I think Gojo and Megumi have a fascinating and very complex dynamic, but I doubt it will be given the time and care that imo it needs to actually work. And it is going well enough for now! One could see the intimacy between them was deeper than the one Gojo had with, say, Yuji and Nobara ever since the very first few episodes despite the fact Fushiguro too was a first year. But the pieces forming what they have are extremely complex, and it just wouldn't be realistic if it doesn't show, even if in a not showing way, or if it doesn't have consequences or implications.
It's one of those dynamics that shape one's life, the way one regards the world, the way one establishes or not relationships with other people. It's one of those dynamics that could be full of fondness, gratitude, resentment, admiration, trust, and that imply intimacy, the good kind or the bad, even if in just the knowledge of someone who's been a constant through your life. It could, and would, imply a myriad of feelings, and probably in such a mix it could imply contradictory feelings too. Even the nothingness would weight, even the nothingness would be significant and meaningful.
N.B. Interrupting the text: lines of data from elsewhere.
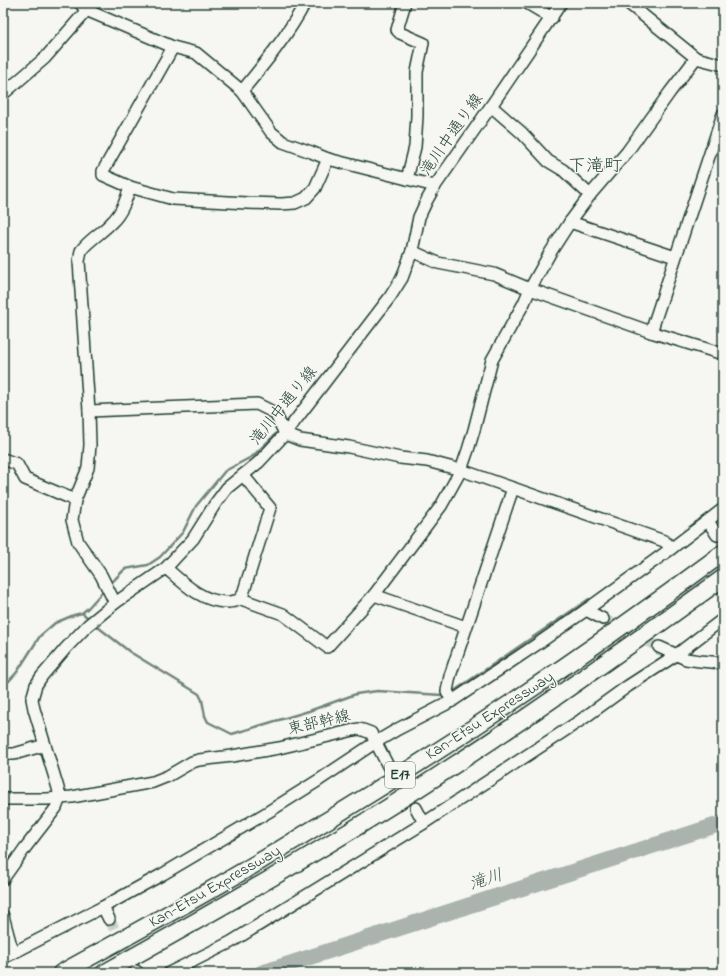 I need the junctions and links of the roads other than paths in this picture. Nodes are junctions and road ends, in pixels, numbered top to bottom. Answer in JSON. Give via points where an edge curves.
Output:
{"nodes":[{"id":1,"x":305,"y":3,"type":"edge"},
{"id":2,"x":404,"y":3,"type":"edge"},
{"id":3,"x":527,"y":3,"type":"edge"},
{"id":4,"x":561,"y":3,"type":"edge"},
{"id":5,"x":628,"y":3,"type":"edge"},
{"id":6,"x":86,"y":5,"type":"edge"},
{"id":7,"x":552,"y":18,"type":"junction"},
{"id":8,"x":173,"y":48,"type":"junction"},
{"id":9,"x":696,"y":58,"type":"junction"},
{"id":10,"x":723,"y":65,"type":"edge"},
{"id":11,"x":242,"y":91,"type":"junction"},
{"id":12,"x":3,"y":94,"type":"edge"},
{"id":13,"x":491,"y":106,"type":"junction"},
{"id":14,"x":723,"y":114,"type":"edge"},
{"id":15,"x":328,"y":159,"type":"junction"},
{"id":16,"x":407,"y":179,"type":"junction"},
{"id":17,"x":435,"y":186,"type":"junction"},
{"id":18,"x":130,"y":187,"type":"junction"},
{"id":19,"x":590,"y":195,"type":"junction"},
{"id":20,"x":570,"y":222,"type":"junction"},
{"id":21,"x":412,"y":251,"type":"junction"},
{"id":22,"x":675,"y":258,"type":"junction"},
{"id":23,"x":530,"y":289,"type":"junction"},
{"id":24,"x":651,"y":332,"type":"junction"},
{"id":25,"x":723,"y":354,"type":"edge"},
{"id":26,"x":89,"y":411,"type":"junction"},
{"id":27,"x":284,"y":434,"type":"junction"},
{"id":28,"x":3,"y":459,"type":"edge"},
{"id":29,"x":461,"y":470,"type":"junction"},
{"id":30,"x":242,"y":475,"type":"junction"},
{"id":31,"x":513,"y":488,"type":"junction"},
{"id":32,"x":75,"y":500,"type":"junction"},
{"id":33,"x":723,"y":509,"type":"edge"},
{"id":34,"x":708,"y":521,"type":"junction"},
{"id":35,"x":717,"y":535,"type":"tunnel mouth"},
{"id":36,"x":672,"y":548,"type":"junction"},
{"id":37,"x":723,"y":553,"type":"edge"},
{"id":38,"x":166,"y":568,"type":"junction"},
{"id":39,"x":723,"y":578,"type":"edge"},
{"id":40,"x":374,"y":595,"type":"junction"},
{"id":41,"x":241,"y":599,"type":"junction"},
{"id":42,"x":116,"y":603,"type":"junction"},
{"id":43,"x":586,"y":610,"type":"junction"},
{"id":44,"x":603,"y":619,"type":"tunnel mouth"},
{"id":45,"x":723,"y":619,"type":"edge"},
{"id":46,"x":466,"y":627,"type":"junction"},
{"id":47,"x":658,"y":647,"type":"tunnel mouth"},
{"id":48,"x":676,"y":655,"type":"junction"},
{"id":49,"x":723,"y":663,"type":"edge"},
{"id":50,"x":449,"y":696,"type":"junction"},
{"id":51,"x":376,"y":742,"type":"junction"},
{"id":52,"x":45,"y":745,"type":"junction"},
{"id":53,"x":3,"y":754,"type":"edge"},
{"id":54,"x":388,"y":766,"type":"tunnel mouth"},
{"id":55,"x":60,"y":798,"type":"junction"},
{"id":56,"x":3,"y":799,"type":"edge"},
{"id":57,"x":416,"y":808,"type":"tunnel mouth"},
{"id":58,"x":424,"y":823,"type":"junction"},
{"id":59,"x":3,"y":879,"type":"edge"},
{"id":60,"x":103,"y":907,"type":"junction"},
{"id":61,"x":3,"y":916,"type":"edge"},
{"id":62,"x":109,"y":919,"type":"tunnel mouth"},
{"id":63,"x":13,"y":953,"type":"junction"},
{"id":64,"x":3,"y":958,"type":"edge"},
{"id":65,"x":61,"y":973,"type":"edge"},
{"id":66,"x":104,"y":973,"type":"edge"},
{"id":67,"x":169,"y":973,"type":"edge"}],
"edges":[{"from":1,"to":11,"type":"street","via":[[276,50]]},
{"from":2,"to":16,"type":"street","via":[[397,30],[423,43],[417,72],[415,147]]},
{"from":3,"to":7,"type":"street"},
{"from":4,"to":7,"type":"street","name":"滝川中通り線"},
{"from":5,"to":9,"type":"street"},
{"from":6,"to":8,"type":"street"},
{"from":6,"to":12,"type":"street","via":[[44,58]]},
{"from":7,"to":13,"type":"street","name":"滝川中通り線"},
{"from":8,"to":11,"type":"street","via":[[196,53]]},
{"from":8,"to":18,"type":"street","via":[[103,171],[103,175]]},
{"from":9,"to":10,"type":"street"},
{"from":9,"to":19,"type":"street","via":[[628,152]]},
{"from":11,"to":15,"type":"street","via":[[271,132],[283,142]]},
{"from":13,"to":17,"type":"street","name":"滝川中通り線"},
{"from":13,"to":19,"type":"street","via":[[522,132],[548,162],[563,170]]},
{"from":14,"to":22,"type":"street"},
{"from":15,"to":16,"type":"street"},
{"from":15,"to":18,"type":"street","via":[[315,188],[306,198],[295,203],[173,199]]},
{"from":16,"to":17,"type":"street"},
{"from":17,"to":21,"type":"street","name":"滝川中通り線","via":[[420,217]]},
{"from":18,"to":26,"type":"street","via":[[121,212],[81,251],[79,261]]},
{"from":19,"to":20,"type":"street"},
{"from":20,"to":22,"type":"street"},
{"from":20,"to":23,"type":"street"},
{"from":21,"to":23,"type":"street","via":[[438,263],[494,274]]},
{"from":21,"to":27,"type":"street","name":"滝川中通り線","via":[[402,278],[390,297]]},
{"from":22,"to":24,"type":"street"},
{"from":23,"to":24,"type":"street"},
{"from":23,"to":29,"type":"street","via":[[492,360]]},
{"from":24,"to":25,"type":"street"},
{"from":26,"to":27,"type":"street","via":[[256,404],[275,413]]},
{"from":26,"to":32,"type":"street","via":[[88,468]]},
{"from":27,"to":29,"type":"street","via":[[300,440],[427,461]]},
{"from":27,"to":30,"type":"street","name":"滝川中通り線","via":[[259,462]]},
{"from":28,"to":32,"type":"street","via":[[17,464],[25,479]]},
{"from":29,"to":31,"type":"street"},
{"from":29,"to":40,"type":"street","via":[[441,506]]},
{"from":30,"to":38,"type":"street","name":"滝川中通り線","via":[[227,488],[193,539]]},
{"from":30,"to":41,"type":"street","via":[[270,508]]},
{"from":31,"to":36,"type":"street","via":[[664,541]]},
{"from":31,"to":46,"type":"street"},
{"from":32,"to":42,"type":"street","via":[[72,520],[78,542],[101,575]]},
{"from":33,"to":34,"type":"street"},
{"from":34,"to":35,"type":"street"},
{"from":34,"to":36,"type":"street"},
{"from":36,"to":43,"type":"street"},
{"from":37,"to":65,"type":"highway","name":"Kan-Etsu Expressway","number":"E17","via":[[534,688],[440,750],[258,863]]},
{"from":38,"to":41,"type":"street","via":[[186,586],[206,598],[224,602]]},
{"from":38,"to":42,"type":"street","name":"滝川中通り線"},
{"from":39,"to":66,"type":"highway","name":"Kan-Etsu Expressway","number":"E17","via":[[548,703],[373,817]]},
{"from":40,"to":41,"type":"street","via":[[327,647],[283,614]]},
{"from":40,"to":46,"type":"street"},
{"from":42,"to":52,"type":"street","name":"滝川中通り線","via":[[93,621],[66,648],[36,686],[32,699]]},
{"from":43,"to":44,"type":"street"},
{"from":43,"to":50,"type":"street"},
{"from":45,"to":48,"type":"street"},
{"from":46,"to":50,"type":"street","via":[[450,676]]},
{"from":47,"to":48,"type":"street"},
{"from":48,"to":49,"type":"street","via":[[686,659]]},
{"from":48,"to":58,"type":"street"},
{"from":50,"to":51,"type":"street"},
{"from":51,"to":54,"type":"street"},
{"from":51,"to":55,"type":"street","name":"東部幹線","via":[[370,733],[352,730],[279,748],[199,760],[153,782]]},
{"from":51,"to":60,"type":"street","via":[[268,812]]},
{"from":52,"to":53,"type":"street","via":[[14,754]]},
{"from":52,"to":55,"type":"street","name":"滝川中通り線"},
{"from":55,"to":56,"type":"street","name":"東部幹線"},
{"from":55,"to":59,"type":"street","via":[[56,808]]},
{"from":57,"to":58,"type":"street"},
{"from":58,"to":67,"type":"street","via":[[231,942]]},
{"from":60,"to":62,"type":"street"},
{"from":60,"to":63,"type":"street"},
{"from":61,"to":63,"type":"street"},
{"from":63,"to":64,"type":"street"}]}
Gojo took Megumi and his sister under his wing, the son of a man who murdered him, because of both selfish and selfless reasons. Megumi looks like Toji. What does Gojo feel about this? How does Gojo deal with this? How does Gojo go about taking care of Megumi? Would he walk him to school? Make him breakfast? Celebrate his birthdays making him blow candles? Did he take him to the zoo? Does the relationship between them feel professional or is it something more? Gojo appreciates his students, but is Megumi to him just another student? When Gojo faces Sukuna in Megumi's body, did he see the kid he raised, or does he just see Sukuna in one of his students' body? Did he have one faint wavering instant? And how does Megumi feel about this? Is he resentful of him? Resentful of the situation? Of the selfishness behind his actions? Does he feel like a pawn? Is he grateful? Does he resent feeling grateful? Would he rather not? Does he love Gojo? Does he feel nothing about him other than what he could feel about a teacher that sort of annoys him but knows he's reliable in his strength? Does he think it unfair, cruel or unfeeling that Gojo is close, closer perhaps, with Yuuji or Yuta, considering their story? When Sukuna slices Gojo in two, does the remnants of Megumi's soul tremble?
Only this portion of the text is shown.